Esta diferencia de aspecto tornaba el Egipto lejano y remoto que ilustraba la película en un lugar real. Un espacio en el que podríamos caminar y donde cada paso supondría un esfuerzo, en vez de revelarse como un escenario donde meramente se simulaba guerrear, gobernar y amar. Por otra parte, este realismo no sólo se limitaba al acabado visual, sino que se extendía a la trama y su desarrollo. En los peplum norteamericanos los conflictos eran de melodrama barato - X quería vengarse de Y porque Y había matado al padre de X o se había acostado con Z -, cuando no se intentaba dar una lección superficial de escuela bíblica para demostrar la verdad de la región cristiana en su versión protestante. En los italianos, por su parte, se tiraba por la borda toda verosimilitud histórica para servir un relato de aventuras que igual podía transcurrir en Roma, Arabia, el Renacimiento, en las Guerras Napoleónicas, el lejano Oeste o el futuro conveniente de la ciencia ficción.
No en Faraón, donde el tema es el poder, la ambición alcanzarlo y la riqueza que este granjea, objetivos a cuya consecución se subordina cualquier otro fin, actividad y placer. Los personajes se ven compelidos así a obtener el poder omnímodo de manera exclusiva, sin verse obligados a compartirlo con nadie, de manera que pronto se hallan divididos en bandos, reunidos por alianzas, englobados en partidos entre los que no puede haber reconciliación posible. Un combate durante el que no se dudara en recurrir a cualquier arma, soborno, engaño, manipulación, asesinato, si con ello se consigue abatir al contrario.
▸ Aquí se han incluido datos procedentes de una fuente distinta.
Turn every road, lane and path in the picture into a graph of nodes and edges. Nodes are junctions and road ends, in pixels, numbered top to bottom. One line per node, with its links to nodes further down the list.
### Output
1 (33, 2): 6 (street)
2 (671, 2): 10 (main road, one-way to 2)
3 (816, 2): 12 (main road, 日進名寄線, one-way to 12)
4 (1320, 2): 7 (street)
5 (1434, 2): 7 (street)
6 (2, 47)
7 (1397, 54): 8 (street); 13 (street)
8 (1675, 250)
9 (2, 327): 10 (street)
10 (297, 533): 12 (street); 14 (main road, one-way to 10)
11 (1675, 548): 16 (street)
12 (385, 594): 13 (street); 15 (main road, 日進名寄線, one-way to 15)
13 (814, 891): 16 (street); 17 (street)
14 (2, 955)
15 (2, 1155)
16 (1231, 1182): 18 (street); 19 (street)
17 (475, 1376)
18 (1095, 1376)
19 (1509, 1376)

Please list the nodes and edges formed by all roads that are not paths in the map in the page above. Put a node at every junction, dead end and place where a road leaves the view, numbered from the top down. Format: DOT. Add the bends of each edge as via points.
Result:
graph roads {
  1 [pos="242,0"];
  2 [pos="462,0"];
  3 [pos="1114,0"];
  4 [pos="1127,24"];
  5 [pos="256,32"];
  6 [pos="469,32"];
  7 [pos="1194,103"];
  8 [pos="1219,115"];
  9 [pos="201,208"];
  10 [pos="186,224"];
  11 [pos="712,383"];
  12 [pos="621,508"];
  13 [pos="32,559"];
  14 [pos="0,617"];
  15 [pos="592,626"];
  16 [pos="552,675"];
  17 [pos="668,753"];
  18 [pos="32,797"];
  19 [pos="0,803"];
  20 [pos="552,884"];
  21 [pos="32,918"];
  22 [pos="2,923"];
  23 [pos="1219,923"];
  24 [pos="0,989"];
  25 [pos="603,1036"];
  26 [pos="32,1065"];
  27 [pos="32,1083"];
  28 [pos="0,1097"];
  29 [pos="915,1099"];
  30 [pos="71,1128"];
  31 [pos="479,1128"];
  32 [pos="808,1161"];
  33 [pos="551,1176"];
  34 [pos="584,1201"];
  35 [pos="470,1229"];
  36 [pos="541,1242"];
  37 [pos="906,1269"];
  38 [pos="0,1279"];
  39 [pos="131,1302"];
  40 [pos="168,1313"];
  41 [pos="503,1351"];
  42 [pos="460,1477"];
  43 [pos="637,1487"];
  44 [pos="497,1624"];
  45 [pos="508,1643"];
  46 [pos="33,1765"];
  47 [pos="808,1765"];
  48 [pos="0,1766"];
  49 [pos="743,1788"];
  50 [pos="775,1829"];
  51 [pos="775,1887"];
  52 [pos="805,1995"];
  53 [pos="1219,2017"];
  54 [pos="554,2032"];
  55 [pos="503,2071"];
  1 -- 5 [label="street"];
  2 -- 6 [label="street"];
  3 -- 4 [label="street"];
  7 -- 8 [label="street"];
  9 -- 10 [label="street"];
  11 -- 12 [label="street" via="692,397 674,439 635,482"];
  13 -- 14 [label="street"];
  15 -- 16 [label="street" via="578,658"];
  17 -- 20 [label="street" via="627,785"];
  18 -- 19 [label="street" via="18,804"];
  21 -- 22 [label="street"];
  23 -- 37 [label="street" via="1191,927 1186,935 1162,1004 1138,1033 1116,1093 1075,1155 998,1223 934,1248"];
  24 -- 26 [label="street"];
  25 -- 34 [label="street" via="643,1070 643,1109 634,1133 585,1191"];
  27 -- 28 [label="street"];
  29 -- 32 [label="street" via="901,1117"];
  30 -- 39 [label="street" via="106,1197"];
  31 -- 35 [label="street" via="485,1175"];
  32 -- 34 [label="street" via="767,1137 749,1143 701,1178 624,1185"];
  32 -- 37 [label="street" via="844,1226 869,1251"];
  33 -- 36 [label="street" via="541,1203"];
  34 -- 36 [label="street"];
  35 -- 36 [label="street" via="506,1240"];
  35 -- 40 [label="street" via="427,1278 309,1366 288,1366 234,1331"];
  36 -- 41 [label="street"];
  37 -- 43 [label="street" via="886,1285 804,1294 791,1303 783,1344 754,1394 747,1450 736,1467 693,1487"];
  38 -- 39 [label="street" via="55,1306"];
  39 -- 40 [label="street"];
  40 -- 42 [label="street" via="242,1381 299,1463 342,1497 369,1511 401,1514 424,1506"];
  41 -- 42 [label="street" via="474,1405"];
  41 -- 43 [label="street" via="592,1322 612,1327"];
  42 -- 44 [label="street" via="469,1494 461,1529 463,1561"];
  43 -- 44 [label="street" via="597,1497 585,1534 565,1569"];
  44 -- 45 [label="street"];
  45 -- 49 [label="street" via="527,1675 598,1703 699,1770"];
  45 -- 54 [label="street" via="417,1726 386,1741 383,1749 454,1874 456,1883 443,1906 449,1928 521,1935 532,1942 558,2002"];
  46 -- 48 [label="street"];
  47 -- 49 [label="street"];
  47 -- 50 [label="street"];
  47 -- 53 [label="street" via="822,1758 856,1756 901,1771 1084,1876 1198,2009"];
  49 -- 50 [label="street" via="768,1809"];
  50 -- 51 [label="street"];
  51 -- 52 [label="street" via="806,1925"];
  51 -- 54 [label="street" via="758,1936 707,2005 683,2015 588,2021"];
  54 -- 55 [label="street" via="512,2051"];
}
La película narra, por tanto, el largo forcejeo entre un joven faraón que busca reverdecer los laureles del pasado imperial egipcio - Make Egypt Great Again, se podría decir -, para lo cual sólo dispone de la vía de la agresión imperialista contra sus vecinos y de la lealtad del ejército, aunque esta dure lo que la soldada. Un objetivo con rasgos de megalomanía para el que necesita dinero, mucho dinero, lo que le pone en vía de colisión con una casta sacerdotal que poco a poco ha ido acumulando las riquezas de Egipto sin compartirlas con nadie más, al mismo tiempo que ocupaba parcelas crecientes del poder faraónico. Este clero, ahora, ante las imposiciones del Faraón, hará lo imposible para no verse despojada de su primacía y su poder económico. Aunque para ello deba humillarse, llegando casi hasta la traición, ante el enemigo asirio del norte, reducir el ejército egipcio reducido a un mero títere sin entidad alguno o incluso eliminar al propio faraón. Si es que es estrictamente necesario
Una visión del pasado, la de Faraon, radicalmente cínica, arromántica y desengañada, en donde todo ideal debe ceder ante la razón de estado, si no quiere ser pisoteado y violentado. Un film donde las simpatías están ligeramente del lado de joven Faraón, aunque éste no deje de ser un imperialista convencido cuyas campañas militaras sólo servirán para abrumar al pueblo con levas y requisas, pero que aún así resulta mucho más preferible que una casta sacerdotal preocupada sólo por mantenerse en el poder a cualquier precio y acumular riquezas sin darles utilidad alguna.
Cine político, en definitiva, de la mayor calidad. De una densidad conceptual y estética que poco tiene que ver con los globos de aire caliente que nos vendían y nos venden en el cine comercial.